BRIEF
Give the records again in full, exactly as written.
● ● ● ●
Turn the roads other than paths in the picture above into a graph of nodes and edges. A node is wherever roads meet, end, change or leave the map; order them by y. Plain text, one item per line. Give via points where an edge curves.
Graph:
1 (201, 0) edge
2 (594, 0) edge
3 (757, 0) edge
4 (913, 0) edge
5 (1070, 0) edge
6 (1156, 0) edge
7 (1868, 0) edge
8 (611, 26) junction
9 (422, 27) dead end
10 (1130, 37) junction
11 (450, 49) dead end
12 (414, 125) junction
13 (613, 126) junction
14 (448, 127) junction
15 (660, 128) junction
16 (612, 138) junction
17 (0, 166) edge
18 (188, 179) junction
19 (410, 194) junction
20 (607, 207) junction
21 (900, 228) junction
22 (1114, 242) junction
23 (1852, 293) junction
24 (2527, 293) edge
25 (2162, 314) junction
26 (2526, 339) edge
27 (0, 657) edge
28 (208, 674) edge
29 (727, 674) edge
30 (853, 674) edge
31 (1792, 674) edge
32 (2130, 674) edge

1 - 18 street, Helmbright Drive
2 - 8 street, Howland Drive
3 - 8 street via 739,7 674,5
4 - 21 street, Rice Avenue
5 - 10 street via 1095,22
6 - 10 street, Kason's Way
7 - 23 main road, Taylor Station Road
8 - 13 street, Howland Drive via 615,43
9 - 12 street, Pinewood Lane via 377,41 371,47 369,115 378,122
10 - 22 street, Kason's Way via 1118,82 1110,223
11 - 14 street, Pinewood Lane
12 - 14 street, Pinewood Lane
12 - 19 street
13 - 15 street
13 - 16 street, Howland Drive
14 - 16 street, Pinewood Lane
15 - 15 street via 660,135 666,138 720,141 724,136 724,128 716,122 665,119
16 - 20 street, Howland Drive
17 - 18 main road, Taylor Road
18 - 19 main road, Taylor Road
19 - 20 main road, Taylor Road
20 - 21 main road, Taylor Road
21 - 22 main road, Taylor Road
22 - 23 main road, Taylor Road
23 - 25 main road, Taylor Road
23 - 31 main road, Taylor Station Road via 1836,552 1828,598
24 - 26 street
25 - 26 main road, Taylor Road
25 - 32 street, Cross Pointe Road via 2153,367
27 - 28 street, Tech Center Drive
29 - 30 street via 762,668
● ● ● ●
SOLUTION FOR THIS PROBLEM
Turn the roads other than paths in the picture above into a graph of nodes and edges. A node is wherever roads meet, end, change or leave the map; order them by y. Plain text, one item per line. Give via points where an edge curves.
Graph:
1 (201, 0) edge
2 (594, 0) edge
3 (757, 0) edge
4 (913, 0) edge
5 (1070, 0) edge
6 (1156, 0) edge
7 (1868, 0) edge
8 (611, 26) junction
9 (422, 27) dead end
10 (1130, 37) junction
11 (450, 49) dead end
12 (414, 125) junction
13 (613, 126) junction
14 (448, 127) junction
15 (660, 128) junction
16 (612, 138) junction
17 (0, 166) edge
18 (188, 179) junction
19 (410, 194) junction
20 (607, 207) junction
21 (900, 228) junction
22 (1114, 242) junction
23 (1852, 293) junction
24 (2527, 293) edge
25 (2162, 314) junction
26 (2526, 339) edge
27 (0, 657) edge
28 (208, 674) edge
29 (727, 674) edge
30 (853, 674) edge
31 (1792, 674) edge
32 (2130, 674) edge

1 - 18 street, Helmbright Drive
2 - 8 street, Howland Drive
3 - 8 street via 739,7 674,5
4 - 21 street, Rice Avenue
5 - 10 street via 1095,22
6 - 10 street, Kason's Way
7 - 23 main road, Taylor Station Road
8 - 13 street, Howland Drive via 615,43
9 - 12 street, Pinewood Lane via 377,41 371,47 369,115 378,122
10 - 22 street, Kason's Way via 1118,82 1110,223
11 - 14 street, Pinewood Lane
12 - 14 street, Pinewood Lane
12 - 19 street
13 - 15 street
13 - 16 street, Howland Drive
14 - 16 street, Pinewood Lane
15 - 15 street via 660,135 666,138 720,141 724,136 724,128 716,122 665,119
16 - 20 street, Howland Drive
17 - 18 main road, Taylor Road
18 - 19 main road, Taylor Road
19 - 20 main road, Taylor Road
20 - 21 main road, Taylor Road
21 - 22 main road, Taylor Road
22 - 23 main road, Taylor Road
23 - 25 main road, Taylor Road
23 - 31 main road, Taylor Station Road via 1836,552 1828,598
24 - 26 street
25 - 26 main road, Taylor Road
25 - 32 street, Cross Pointe Road via 2153,367
27 - 28 street, Tech Center Drive
29 - 30 street via 762,668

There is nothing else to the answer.